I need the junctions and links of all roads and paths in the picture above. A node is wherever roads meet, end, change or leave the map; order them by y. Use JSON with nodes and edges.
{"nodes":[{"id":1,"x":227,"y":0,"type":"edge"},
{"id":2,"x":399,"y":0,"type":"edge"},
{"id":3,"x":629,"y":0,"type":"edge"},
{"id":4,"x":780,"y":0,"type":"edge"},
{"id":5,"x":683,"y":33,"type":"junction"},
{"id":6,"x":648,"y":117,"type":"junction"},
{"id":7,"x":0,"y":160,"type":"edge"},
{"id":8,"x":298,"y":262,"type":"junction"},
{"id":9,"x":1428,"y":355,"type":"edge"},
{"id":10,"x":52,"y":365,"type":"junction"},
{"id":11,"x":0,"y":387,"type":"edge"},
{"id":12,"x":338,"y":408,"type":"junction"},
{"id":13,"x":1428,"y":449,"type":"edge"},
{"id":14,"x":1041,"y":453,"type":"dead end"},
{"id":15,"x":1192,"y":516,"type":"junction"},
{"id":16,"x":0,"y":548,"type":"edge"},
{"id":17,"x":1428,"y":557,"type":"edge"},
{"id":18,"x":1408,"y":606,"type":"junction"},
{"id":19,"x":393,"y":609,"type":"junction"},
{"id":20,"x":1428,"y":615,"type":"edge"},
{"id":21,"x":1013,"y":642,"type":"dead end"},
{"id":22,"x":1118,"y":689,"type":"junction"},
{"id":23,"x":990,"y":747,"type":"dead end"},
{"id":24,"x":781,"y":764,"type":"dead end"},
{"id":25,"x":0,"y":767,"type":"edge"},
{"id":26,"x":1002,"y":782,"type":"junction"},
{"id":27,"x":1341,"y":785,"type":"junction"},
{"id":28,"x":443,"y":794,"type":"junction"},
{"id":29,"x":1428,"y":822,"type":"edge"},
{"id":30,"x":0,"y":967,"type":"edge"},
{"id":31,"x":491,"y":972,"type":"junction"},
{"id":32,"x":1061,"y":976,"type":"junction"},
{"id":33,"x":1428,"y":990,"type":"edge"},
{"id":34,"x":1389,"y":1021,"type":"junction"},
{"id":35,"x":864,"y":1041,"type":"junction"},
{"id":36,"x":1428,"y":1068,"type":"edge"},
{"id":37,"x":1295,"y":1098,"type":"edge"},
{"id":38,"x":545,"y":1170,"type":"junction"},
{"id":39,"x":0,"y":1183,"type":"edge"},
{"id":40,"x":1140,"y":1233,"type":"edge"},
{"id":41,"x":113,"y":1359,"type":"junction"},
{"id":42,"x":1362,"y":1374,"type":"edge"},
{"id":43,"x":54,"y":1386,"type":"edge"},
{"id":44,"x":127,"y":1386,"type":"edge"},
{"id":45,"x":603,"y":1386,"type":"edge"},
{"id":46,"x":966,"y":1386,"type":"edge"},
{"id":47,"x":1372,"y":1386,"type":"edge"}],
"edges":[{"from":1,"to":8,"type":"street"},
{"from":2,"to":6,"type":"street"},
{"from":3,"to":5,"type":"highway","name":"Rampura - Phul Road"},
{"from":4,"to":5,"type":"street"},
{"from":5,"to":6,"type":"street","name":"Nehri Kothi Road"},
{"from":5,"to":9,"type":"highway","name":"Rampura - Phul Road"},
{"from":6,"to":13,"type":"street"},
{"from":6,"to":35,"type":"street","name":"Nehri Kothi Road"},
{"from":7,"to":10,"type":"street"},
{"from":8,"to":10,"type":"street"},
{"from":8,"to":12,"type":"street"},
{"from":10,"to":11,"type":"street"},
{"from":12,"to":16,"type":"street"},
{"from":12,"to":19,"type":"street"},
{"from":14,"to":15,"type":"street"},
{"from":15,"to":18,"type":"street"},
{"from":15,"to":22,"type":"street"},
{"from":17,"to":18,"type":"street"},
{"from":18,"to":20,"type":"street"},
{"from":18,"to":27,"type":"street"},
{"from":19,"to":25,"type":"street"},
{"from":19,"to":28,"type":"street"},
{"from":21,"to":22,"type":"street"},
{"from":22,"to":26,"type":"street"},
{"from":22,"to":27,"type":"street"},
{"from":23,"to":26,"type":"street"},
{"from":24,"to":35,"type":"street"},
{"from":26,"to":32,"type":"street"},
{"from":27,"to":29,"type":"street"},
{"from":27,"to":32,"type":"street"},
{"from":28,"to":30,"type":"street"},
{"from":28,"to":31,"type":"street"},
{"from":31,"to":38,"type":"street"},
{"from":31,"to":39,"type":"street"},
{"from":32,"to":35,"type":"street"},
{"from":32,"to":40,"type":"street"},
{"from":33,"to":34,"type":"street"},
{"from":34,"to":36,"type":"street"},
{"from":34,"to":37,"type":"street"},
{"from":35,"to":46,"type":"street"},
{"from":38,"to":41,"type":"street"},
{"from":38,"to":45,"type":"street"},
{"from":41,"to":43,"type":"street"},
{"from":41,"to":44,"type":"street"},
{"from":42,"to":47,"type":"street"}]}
○ ○ ○ ○ ○
The problem
Reproduce each line of the material in which the string "nodes" occurs.

Solution below
I need the junctions and links of all roads and paths in the picture above. A node is wherever roads meet, end, change or leave the map; order them by y. Use JSON with nodes and edges.
{"nodes":[{"id":1,"x":227,"y":0,"type":"edge"},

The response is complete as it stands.